Start of Block

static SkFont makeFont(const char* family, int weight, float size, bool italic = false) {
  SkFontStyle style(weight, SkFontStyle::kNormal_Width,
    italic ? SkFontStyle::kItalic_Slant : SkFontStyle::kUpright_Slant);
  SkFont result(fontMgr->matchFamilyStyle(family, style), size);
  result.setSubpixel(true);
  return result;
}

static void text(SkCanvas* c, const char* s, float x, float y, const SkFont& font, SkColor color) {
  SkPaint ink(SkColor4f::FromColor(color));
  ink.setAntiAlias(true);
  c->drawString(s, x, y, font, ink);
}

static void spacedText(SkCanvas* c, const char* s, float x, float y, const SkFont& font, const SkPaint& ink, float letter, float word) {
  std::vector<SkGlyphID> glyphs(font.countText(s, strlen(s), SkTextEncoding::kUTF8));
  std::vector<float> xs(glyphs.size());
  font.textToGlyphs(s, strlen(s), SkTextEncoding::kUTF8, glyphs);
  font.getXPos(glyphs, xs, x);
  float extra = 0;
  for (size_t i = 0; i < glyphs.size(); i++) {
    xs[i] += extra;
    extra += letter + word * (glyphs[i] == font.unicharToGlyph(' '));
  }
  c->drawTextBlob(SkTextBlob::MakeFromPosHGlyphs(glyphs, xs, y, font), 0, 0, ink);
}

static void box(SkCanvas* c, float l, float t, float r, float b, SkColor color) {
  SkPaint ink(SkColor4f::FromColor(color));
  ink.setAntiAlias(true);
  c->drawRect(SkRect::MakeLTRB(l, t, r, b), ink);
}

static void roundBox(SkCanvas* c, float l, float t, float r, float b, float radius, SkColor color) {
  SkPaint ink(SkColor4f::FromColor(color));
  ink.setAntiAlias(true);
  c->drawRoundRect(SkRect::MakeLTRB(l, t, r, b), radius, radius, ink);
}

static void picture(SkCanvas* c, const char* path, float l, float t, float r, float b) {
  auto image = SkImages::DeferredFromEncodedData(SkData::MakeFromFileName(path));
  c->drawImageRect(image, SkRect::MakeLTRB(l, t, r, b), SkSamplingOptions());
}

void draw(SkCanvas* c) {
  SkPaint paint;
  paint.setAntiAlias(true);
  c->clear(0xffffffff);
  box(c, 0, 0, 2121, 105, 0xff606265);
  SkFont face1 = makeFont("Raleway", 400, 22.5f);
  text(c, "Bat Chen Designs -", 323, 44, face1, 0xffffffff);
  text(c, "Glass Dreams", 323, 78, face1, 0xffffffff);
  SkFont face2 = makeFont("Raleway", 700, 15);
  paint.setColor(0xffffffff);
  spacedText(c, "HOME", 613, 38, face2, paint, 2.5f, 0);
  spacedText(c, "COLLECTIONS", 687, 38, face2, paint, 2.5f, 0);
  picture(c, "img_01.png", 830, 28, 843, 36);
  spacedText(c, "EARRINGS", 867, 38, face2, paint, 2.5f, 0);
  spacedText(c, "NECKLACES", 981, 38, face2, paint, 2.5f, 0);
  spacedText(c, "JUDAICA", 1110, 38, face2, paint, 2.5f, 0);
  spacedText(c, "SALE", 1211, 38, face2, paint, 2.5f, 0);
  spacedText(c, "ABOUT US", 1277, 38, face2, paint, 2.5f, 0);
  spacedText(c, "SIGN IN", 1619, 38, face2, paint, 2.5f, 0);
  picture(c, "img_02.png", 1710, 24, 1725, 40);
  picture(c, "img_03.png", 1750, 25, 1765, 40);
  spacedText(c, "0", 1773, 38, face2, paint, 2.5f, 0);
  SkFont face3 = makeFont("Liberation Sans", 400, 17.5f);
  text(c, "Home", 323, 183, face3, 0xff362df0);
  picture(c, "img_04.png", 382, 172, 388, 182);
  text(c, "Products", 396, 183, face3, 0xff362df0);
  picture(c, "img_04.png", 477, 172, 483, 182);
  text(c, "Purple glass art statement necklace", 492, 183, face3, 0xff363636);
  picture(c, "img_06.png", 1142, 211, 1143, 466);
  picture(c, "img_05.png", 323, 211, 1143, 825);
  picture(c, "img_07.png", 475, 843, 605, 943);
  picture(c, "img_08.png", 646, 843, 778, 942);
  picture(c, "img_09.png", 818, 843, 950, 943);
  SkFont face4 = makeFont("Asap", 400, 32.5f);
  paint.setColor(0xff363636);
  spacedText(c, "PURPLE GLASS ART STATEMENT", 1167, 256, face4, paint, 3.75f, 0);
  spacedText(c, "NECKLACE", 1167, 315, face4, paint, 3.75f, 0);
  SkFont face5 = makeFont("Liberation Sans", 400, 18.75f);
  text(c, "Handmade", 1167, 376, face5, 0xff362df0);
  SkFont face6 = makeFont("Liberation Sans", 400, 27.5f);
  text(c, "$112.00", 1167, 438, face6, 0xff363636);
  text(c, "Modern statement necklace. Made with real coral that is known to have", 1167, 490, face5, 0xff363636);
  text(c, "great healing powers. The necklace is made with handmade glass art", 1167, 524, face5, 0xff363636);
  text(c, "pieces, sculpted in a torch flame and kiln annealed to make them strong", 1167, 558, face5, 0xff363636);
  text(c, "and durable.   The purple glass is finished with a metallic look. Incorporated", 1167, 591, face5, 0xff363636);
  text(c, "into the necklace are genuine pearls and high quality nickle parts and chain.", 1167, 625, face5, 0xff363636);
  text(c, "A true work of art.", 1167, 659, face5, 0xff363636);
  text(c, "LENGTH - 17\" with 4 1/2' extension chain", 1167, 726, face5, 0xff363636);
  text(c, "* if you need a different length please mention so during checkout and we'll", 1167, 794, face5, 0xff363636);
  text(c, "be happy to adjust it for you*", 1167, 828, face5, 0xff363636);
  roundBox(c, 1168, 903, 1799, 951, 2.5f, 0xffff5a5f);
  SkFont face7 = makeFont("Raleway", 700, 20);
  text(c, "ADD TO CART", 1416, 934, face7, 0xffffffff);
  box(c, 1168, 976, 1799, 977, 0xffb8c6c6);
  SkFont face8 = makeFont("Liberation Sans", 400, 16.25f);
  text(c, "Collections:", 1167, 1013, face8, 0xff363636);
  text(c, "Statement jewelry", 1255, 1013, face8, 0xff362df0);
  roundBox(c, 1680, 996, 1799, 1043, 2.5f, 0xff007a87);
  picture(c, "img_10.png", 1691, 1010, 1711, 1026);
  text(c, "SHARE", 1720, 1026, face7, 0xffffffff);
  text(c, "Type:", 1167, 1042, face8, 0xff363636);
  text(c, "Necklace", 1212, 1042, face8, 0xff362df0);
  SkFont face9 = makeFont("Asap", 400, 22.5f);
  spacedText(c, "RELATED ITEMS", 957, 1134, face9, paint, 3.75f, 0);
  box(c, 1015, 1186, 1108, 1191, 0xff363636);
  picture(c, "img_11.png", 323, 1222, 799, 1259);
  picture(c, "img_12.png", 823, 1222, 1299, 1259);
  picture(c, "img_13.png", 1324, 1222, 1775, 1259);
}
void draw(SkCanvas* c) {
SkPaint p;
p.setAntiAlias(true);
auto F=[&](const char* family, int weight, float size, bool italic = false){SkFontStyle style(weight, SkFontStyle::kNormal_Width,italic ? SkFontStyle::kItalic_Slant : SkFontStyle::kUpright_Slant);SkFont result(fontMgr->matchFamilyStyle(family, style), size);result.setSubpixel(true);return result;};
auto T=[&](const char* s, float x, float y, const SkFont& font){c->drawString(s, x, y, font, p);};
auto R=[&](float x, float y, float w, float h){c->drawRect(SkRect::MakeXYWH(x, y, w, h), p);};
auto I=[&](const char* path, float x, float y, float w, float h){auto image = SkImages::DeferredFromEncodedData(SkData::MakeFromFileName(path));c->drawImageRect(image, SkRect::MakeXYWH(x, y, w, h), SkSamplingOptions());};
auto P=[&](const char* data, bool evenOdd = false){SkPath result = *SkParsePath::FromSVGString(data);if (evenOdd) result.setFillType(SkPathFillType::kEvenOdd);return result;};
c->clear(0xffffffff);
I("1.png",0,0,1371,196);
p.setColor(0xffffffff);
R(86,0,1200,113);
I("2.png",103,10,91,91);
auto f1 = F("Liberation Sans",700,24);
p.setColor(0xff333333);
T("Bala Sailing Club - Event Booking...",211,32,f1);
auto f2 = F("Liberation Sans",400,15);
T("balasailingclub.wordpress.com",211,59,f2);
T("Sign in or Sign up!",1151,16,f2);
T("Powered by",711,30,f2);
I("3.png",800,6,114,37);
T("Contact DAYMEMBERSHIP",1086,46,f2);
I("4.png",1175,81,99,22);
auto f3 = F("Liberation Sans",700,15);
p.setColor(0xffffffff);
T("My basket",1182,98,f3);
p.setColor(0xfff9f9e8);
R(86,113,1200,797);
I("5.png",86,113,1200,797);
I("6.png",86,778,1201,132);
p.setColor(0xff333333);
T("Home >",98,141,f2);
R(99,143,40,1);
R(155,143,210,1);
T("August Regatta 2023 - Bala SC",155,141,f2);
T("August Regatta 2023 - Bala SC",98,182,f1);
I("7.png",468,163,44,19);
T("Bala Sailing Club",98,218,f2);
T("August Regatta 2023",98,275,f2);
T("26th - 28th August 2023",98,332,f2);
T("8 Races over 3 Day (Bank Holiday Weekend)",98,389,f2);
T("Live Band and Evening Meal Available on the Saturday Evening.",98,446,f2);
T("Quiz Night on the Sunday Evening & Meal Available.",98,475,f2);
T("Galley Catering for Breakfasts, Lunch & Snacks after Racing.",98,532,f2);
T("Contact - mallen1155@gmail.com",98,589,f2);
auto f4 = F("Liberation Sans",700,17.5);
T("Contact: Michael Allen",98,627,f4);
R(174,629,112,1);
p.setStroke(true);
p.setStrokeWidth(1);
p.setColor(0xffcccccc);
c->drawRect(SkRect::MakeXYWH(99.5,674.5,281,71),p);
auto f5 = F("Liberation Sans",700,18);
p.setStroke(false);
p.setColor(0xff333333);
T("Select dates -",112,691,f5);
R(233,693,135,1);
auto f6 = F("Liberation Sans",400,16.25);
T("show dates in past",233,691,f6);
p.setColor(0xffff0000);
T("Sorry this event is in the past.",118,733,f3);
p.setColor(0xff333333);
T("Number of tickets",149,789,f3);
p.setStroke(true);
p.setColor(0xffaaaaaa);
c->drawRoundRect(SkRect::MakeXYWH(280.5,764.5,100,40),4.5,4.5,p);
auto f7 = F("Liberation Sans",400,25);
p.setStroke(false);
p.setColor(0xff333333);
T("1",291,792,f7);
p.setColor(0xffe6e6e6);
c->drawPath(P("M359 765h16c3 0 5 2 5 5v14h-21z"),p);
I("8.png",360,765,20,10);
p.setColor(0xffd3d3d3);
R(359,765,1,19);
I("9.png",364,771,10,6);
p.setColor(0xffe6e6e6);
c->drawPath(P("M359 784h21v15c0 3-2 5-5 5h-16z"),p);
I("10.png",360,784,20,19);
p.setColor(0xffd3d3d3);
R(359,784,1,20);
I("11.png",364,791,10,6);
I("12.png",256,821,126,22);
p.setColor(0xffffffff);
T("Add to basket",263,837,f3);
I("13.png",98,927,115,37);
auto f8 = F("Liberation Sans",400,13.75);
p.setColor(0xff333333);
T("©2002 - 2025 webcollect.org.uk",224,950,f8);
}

End of Block

> [WHAT IS REQUIRED]: The only thing to give is how many lines of the listing include the word "extra".

> [COMPLETED TASK]: 3